The term “farls” comes from the Ulster Scot word, fardel which means “a fourth” or “a quarter.” When making farls, the dough is flattened into a circular shape and then cut into four pieces.
Although in North America, some have added ingredients to the traditional recipe, they are not really and truly genuine Northern Irish soda farls. The majority of soda farls that are made in the north of Ireland just use the few simple ingredients below. If making scones however, dried blackcurrants or raisins might be added but this is an exception more than it is the rule.
Instead of yeast, baking soda is used as the leavening agent. I prefer to use a flat round cast iron griddle for making farls, but a frying pan will also work.
- 2 cups of white flour
- 1 1/4 teaspoon baking soda
- 1 teaspoon salt
- 1 cup buttermilk
Preheat flat griddle on stove top with medium-low heat.
In a bowl, mix the flour, salt and baking soda together.
Make a well in the center of the flour mixture and pour in the buttermilk.
Mix all the ingredients well, but work quickly as the baking soda is activated immediately with the acidity of the buttermilk.

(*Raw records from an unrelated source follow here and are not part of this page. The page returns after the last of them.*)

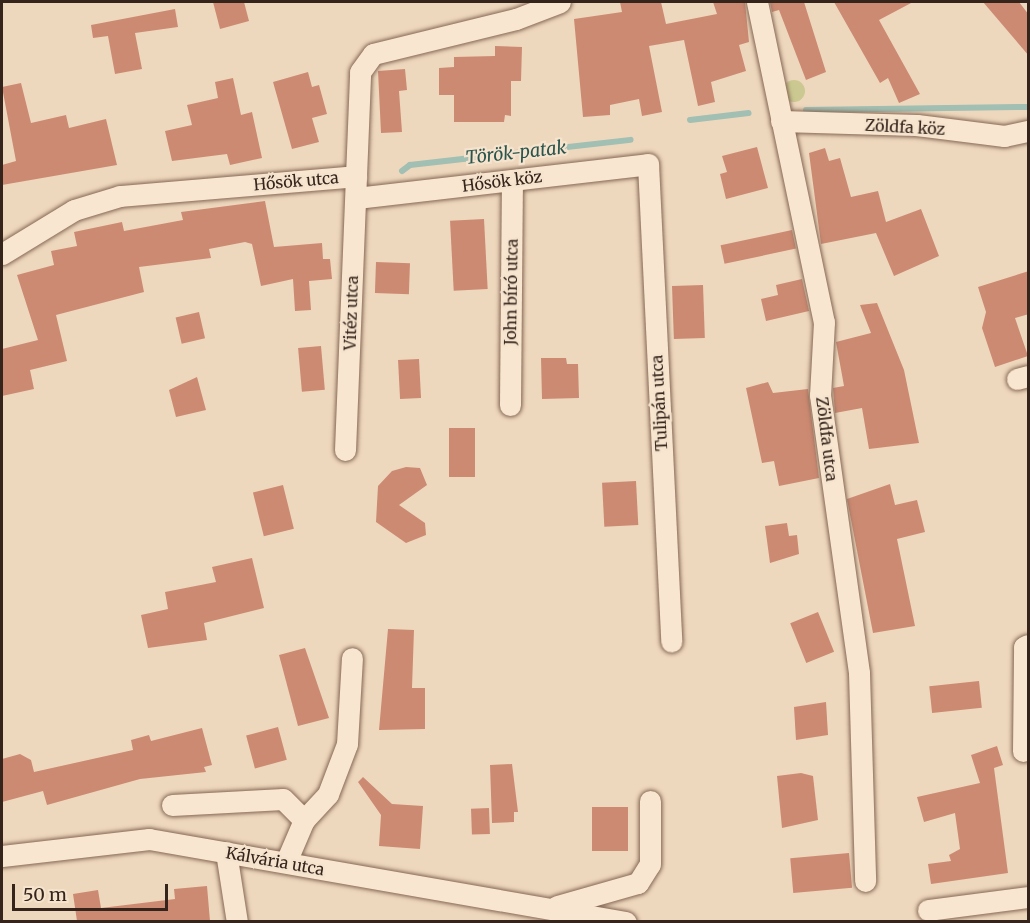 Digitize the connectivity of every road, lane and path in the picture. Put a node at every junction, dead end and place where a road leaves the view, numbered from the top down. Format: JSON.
{"nodes":[{"id":1,"x":560,"y":2,"type":"edge"},
{"id":2,"x":757,"y":2,"type":"edge"},
{"id":3,"x":781,"y":121,"type":"junction"},
{"id":4,"x":1029,"y":131,"type":"edge"},
{"id":5,"x":648,"y":164,"type":"joint"},
{"id":6,"x":356,"y":176,"type":"junction"},
{"id":7,"x":512,"y":180,"type":"junction"},
{"id":8,"x":356,"y":198,"type":"junction"},
{"id":9,"x":2,"y":254,"type":"edge"},
{"id":10,"x":510,"y":405,"type":"dead end"},
{"id":11,"x":345,"y":450,"type":"dead end"},
{"id":12,"x":671,"y":641,"type":"dead end"},
{"id":13,"x":1029,"y":645,"type":"edge"},
{"id":14,"x":352,"y":658,"type":"dead end"},
{"id":15,"x":1023,"y":751,"type":"dead end"},
{"id":16,"x":650,"y":801,"type":"dead end"},
{"id":17,"x":172,"y":805,"type":"dead end"},
{"id":18,"x":304,"y":820,"type":"junction"},
{"id":19,"x":226,"y":852,"type":"junction"},
{"id":20,"x":2,"y":856,"type":"edge"},
{"id":21,"x":286,"y":862,"type":"junction"},
{"id":22,"x":865,"y":881,"type":"dead end"},
{"id":23,"x":1029,"y":897,"type":"edge"},
{"id":24,"x":547,"y":909,"type":"junction"},
{"id":25,"x":928,"y":910,"type":"dead end"},
{"id":26,"x":237,"y":921,"type":"edge"},
{"id":27,"x":626,"y":921,"type":"edge"}],
"edges":[{"from":1,"to":6,"type":"street","name":"Hősök utca"},
{"from":2,"to":3,"type":"street","name":"Zöldfa utca"},
{"from":3,"to":4,"type":"street","name":"Zöldfa köz"},
{"from":3,"to":22,"type":"street","name":"Zöldfa utca"},
{"from":5,"to":7,"type":"street","name":"Hősök köz"},
{"from":5,"to":12,"type":"street","name":"Tulipán utca"},
{"from":6,"to":8,"type":"street","name":"Vitéz utca"},
{"from":6,"to":9,"type":"street","name":"Hősök utca"},
{"from":7,"to":8,"type":"street","name":"Hősök köz"},
{"from":7,"to":10,"type":"street","name":"John bíró utca"},
{"from":8,"to":11,"type":"street","name":"Vitéz utca"},
{"from":13,"to":15,"type":"street"},
{"from":14,"to":18,"type":"street"},
{"from":16,"to":24,"type":"street","name":"Kálvária utca"},
{"from":17,"to":18,"type":"street"},
{"from":18,"to":21,"type":"street"},
{"from":19,"to":20,"type":"street","name":"Kálvária utca"},
{"from":19,"to":21,"type":"street","name":"Kálvária utca"},
{"from":19,"to":26,"type":"street"},
{"from":21,"to":24,"type":"street","name":"Kálvária utca"},
{"from":23,"to":25,"type":"street"},
{"from":24,"to":27,"type":"street","name":"Kálvária utca"}]}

Dust some flour on a wooden breadboard and your hands. Move the dough from the bowl to the breadboard and flatten it and shape it to a circle, about 8″ in diameter. Cut the dough with a knife (a pizza cutter also works well) into quarters (you could also cut it into 8 parts).
Cook on the griddle, turning over the farls so that both sides are cooked for about 15 to 20 minutes. Your farls should rise while cooking, and you may need to “harn” them after they have cooked on both sides. Harning means to set them on the griddle, leaning against each other, so the edges also get cooked.
Soda farls taste fantastic right off the griddle, split in half and butter melting into them. You could also spread jam or honey on them as well. In Northern Ireland (as well as my home here), they are also used as part of breakfast. The are cut in half and then fried in bacon fat until there is a crispness on both sides.
As I wrote above, they are not truly genuine soda farls when additional ingredients are added to the dough, but from time to time, I do like to add dried blackcurrants to mine, which then they would be called “tea scones.” My ten year old son loves these. To make them, I add about 6 ounces of dried blackcurrants to the above recipe, adding them to the flour before the buttermilk is added.